→ **EXERCISE DESCRIPTION**: The word "Monksfield" occurs in some lines of the data. Return each such line.
■ ■ ■ ■ ■ ■ ■
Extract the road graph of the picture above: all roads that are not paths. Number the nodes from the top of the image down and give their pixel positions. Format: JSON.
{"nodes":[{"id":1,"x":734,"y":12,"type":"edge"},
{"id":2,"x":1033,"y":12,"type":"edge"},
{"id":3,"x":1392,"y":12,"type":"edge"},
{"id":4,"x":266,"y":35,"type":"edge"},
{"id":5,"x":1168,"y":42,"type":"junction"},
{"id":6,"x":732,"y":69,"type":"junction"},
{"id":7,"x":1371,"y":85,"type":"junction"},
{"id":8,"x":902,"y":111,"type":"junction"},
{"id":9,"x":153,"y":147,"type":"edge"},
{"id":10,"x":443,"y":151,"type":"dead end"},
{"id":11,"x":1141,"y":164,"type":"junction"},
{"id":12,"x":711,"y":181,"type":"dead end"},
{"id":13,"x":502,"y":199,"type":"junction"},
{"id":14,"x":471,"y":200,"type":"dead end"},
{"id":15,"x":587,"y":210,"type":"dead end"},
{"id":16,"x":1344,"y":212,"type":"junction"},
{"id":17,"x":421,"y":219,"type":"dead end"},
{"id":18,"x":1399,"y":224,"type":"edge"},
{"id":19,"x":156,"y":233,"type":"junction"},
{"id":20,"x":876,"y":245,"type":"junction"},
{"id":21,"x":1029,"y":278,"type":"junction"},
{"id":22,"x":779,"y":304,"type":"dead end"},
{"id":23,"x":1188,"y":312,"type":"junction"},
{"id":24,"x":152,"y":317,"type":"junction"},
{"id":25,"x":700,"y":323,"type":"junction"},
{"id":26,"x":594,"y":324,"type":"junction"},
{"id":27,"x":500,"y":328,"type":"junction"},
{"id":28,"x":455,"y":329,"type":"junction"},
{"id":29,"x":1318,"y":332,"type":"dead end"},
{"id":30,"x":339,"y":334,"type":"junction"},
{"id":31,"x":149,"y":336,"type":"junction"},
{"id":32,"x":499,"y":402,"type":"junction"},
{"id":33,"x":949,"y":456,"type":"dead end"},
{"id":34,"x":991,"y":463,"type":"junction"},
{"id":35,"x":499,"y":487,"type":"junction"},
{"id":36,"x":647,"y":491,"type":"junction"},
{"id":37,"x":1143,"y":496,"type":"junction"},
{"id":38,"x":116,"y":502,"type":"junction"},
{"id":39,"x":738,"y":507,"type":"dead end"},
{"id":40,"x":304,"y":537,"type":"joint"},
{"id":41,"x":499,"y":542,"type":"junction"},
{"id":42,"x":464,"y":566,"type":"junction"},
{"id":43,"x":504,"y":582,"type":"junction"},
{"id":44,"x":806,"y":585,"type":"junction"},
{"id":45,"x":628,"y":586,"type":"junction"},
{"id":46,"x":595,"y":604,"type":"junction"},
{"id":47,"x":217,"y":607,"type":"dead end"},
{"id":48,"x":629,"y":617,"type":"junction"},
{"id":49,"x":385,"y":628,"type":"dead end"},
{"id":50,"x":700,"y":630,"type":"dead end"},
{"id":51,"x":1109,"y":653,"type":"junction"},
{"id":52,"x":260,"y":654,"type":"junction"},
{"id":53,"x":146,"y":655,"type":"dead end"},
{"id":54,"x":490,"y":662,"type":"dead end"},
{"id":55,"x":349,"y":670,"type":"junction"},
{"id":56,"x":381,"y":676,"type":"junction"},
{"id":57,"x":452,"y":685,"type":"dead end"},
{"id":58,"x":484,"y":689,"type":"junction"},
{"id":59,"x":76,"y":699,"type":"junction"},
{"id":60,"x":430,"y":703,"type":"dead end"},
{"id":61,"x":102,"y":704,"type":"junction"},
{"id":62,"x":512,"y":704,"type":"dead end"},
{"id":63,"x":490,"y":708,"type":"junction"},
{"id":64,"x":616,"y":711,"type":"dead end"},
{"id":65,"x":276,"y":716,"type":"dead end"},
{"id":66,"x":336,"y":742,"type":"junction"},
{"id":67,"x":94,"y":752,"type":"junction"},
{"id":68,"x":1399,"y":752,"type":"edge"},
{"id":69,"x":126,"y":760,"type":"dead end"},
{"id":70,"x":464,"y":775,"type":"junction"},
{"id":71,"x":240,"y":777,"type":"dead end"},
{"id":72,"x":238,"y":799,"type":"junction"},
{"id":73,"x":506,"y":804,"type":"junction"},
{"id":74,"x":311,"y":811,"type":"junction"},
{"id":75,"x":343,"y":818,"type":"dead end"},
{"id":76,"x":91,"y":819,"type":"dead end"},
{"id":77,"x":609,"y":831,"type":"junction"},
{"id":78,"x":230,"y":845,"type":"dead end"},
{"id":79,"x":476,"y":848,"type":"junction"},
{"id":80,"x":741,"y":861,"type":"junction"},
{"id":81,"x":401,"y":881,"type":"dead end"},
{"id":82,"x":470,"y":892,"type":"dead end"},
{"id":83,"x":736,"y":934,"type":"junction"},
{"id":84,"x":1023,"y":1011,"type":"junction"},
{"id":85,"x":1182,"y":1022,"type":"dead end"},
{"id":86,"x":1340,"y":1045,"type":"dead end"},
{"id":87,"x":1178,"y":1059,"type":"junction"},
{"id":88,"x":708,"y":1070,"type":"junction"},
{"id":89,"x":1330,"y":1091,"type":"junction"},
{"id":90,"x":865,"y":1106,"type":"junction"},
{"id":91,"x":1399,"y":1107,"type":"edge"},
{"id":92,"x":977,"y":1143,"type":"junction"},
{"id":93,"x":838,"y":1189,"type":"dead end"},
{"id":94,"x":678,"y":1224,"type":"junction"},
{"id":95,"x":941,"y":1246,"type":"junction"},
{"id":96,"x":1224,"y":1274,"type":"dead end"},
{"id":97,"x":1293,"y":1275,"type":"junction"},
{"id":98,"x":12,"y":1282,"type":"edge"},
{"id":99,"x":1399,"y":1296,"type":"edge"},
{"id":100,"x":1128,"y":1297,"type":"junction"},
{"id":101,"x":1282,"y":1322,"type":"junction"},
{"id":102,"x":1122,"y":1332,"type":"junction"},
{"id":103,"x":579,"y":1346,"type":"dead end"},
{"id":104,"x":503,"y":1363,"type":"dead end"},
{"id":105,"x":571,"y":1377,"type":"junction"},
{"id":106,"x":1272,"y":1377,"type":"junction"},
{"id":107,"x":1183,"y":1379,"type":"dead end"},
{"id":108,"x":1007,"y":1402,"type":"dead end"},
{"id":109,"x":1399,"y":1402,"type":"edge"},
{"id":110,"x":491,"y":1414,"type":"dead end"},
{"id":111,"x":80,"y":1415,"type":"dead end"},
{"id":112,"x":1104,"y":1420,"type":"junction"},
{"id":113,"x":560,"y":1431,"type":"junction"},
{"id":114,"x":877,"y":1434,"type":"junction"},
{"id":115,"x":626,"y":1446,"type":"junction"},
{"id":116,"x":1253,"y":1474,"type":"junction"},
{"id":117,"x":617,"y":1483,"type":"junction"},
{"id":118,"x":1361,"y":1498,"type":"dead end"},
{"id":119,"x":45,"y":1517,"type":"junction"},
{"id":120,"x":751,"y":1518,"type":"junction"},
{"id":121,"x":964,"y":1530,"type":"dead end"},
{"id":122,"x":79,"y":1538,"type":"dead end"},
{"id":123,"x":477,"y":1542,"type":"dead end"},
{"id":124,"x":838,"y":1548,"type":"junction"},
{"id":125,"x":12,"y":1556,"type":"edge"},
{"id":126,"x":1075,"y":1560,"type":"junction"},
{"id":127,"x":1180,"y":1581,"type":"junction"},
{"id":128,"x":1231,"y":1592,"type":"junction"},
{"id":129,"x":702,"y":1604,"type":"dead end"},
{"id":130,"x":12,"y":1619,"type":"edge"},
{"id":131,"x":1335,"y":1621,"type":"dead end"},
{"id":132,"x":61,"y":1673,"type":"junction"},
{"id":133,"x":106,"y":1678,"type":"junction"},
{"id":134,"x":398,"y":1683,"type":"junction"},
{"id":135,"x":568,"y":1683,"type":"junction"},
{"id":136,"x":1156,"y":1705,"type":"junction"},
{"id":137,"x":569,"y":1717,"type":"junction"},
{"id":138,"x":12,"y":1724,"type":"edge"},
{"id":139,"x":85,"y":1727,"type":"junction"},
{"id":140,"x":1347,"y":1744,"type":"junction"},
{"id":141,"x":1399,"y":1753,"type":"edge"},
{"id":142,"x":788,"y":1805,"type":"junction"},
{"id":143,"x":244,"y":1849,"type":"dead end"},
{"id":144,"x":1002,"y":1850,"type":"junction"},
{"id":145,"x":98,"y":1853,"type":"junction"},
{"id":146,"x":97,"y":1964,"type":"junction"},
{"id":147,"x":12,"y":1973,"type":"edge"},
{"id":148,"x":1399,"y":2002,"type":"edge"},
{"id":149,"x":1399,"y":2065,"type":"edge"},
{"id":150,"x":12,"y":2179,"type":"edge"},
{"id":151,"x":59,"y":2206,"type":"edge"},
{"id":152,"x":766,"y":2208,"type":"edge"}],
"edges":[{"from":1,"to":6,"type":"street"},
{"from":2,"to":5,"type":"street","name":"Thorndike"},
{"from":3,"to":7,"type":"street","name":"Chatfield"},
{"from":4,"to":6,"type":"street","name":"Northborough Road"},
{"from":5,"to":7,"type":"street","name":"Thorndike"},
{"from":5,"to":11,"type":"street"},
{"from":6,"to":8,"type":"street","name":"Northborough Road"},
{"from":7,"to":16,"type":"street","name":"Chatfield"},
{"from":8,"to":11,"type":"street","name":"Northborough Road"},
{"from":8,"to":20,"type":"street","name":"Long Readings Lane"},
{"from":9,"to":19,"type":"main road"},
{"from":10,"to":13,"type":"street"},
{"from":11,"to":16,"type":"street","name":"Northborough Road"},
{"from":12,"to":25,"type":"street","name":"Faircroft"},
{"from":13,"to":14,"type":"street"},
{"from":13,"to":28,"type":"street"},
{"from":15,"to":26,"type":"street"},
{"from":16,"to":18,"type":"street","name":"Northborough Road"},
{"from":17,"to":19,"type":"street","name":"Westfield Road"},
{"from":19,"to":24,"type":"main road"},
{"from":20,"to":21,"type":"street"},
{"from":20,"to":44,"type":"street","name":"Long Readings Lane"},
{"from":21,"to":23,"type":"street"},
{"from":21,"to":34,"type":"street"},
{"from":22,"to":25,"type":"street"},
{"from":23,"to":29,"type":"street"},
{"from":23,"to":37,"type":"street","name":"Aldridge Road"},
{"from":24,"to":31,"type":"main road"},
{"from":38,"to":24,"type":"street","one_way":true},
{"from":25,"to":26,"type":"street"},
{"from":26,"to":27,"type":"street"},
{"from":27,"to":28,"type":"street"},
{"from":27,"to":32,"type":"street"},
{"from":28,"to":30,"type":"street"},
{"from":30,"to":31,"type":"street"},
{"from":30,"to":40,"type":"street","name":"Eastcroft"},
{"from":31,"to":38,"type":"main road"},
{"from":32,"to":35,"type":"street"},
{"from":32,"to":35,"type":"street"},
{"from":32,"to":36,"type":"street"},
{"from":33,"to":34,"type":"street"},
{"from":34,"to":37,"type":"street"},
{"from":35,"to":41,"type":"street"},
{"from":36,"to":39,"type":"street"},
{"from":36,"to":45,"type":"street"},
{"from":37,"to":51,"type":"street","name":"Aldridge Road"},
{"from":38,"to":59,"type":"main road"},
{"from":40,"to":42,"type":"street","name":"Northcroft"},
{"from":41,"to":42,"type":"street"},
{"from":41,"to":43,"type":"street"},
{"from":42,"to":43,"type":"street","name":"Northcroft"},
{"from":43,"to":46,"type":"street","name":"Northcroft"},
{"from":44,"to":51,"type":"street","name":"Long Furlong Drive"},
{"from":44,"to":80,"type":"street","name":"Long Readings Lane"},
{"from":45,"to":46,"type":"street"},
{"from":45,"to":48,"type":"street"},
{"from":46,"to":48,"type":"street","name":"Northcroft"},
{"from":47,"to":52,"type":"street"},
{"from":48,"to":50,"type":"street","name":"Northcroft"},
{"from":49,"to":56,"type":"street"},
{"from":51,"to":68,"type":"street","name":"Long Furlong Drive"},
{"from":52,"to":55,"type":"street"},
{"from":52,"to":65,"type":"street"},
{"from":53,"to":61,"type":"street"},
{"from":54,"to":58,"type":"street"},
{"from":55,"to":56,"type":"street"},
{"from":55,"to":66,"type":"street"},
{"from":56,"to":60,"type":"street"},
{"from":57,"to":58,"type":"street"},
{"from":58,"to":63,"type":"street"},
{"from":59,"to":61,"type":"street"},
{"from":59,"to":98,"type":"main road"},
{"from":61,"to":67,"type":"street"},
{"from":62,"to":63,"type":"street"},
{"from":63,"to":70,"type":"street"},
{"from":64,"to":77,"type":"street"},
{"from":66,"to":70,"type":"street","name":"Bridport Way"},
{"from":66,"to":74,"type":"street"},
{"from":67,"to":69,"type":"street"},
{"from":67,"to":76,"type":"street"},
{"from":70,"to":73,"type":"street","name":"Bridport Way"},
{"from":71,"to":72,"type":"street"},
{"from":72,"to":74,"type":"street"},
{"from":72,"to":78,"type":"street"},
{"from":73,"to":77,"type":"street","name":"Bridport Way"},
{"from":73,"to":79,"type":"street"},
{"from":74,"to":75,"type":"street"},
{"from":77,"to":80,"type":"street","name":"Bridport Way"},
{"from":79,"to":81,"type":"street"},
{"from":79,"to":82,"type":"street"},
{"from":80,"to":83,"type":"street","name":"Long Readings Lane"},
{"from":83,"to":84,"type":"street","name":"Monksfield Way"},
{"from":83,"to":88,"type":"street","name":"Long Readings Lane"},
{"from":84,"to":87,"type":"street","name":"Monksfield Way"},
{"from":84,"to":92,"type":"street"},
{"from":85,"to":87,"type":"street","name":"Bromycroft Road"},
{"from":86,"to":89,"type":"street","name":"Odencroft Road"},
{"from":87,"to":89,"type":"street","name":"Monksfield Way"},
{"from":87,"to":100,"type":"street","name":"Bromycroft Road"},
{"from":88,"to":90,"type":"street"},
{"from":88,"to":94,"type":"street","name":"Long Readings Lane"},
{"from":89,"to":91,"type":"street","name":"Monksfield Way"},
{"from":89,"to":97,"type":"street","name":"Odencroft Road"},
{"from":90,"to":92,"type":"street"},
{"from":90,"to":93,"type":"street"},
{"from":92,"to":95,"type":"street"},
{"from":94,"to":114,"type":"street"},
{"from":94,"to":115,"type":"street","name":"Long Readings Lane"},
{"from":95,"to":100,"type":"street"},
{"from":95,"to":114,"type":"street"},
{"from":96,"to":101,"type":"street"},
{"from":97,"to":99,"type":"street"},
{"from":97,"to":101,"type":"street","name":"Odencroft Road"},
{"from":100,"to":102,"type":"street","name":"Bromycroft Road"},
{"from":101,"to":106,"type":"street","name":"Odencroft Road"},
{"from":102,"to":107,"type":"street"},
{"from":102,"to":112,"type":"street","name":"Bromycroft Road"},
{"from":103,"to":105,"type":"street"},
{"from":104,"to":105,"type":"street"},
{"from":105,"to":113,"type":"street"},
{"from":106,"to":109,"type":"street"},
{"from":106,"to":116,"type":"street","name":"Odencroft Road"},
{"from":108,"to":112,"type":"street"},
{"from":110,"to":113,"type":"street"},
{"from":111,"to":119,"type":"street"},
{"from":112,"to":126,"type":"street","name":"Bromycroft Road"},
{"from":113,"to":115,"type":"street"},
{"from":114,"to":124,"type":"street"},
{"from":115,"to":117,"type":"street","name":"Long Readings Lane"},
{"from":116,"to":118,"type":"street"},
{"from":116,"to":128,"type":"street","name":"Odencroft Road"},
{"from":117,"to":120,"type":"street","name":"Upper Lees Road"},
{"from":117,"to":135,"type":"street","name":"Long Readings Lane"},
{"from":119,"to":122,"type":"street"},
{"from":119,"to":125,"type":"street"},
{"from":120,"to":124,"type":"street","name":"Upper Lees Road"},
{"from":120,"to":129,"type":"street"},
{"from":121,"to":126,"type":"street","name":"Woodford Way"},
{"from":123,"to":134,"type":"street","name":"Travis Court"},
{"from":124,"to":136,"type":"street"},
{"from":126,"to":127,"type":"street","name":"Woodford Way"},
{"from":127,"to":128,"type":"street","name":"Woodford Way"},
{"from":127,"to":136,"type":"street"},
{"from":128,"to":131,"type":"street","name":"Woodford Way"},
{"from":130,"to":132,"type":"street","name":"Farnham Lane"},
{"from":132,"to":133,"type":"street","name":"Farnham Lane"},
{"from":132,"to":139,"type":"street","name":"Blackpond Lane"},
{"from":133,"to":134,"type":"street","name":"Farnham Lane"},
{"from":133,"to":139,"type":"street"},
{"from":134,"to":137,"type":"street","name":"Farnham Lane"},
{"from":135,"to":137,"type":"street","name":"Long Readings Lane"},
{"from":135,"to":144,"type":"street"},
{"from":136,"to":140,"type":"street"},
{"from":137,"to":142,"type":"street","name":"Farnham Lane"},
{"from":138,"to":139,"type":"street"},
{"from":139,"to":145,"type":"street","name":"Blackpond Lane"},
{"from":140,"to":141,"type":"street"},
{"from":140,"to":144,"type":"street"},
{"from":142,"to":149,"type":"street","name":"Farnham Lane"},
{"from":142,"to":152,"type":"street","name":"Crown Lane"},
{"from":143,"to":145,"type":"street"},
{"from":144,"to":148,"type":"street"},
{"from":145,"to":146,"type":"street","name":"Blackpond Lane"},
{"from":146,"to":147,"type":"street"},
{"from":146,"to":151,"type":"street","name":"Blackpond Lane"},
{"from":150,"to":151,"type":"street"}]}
■ ■ ■ ■ ■ ■ ■
→ **ANSWER TO THE PROBLEM**:
{"from":83,"to":84,"type":"street","name":"Monksfield Way"},
{"from":84,"to":87,"type":"street","name":"Monksfield Way"},
{"from":87,"to":89,"type":"street","name":"Monksfield Way"},
{"from":89,"to":91,"type":"street","name":"Monksfield Way"},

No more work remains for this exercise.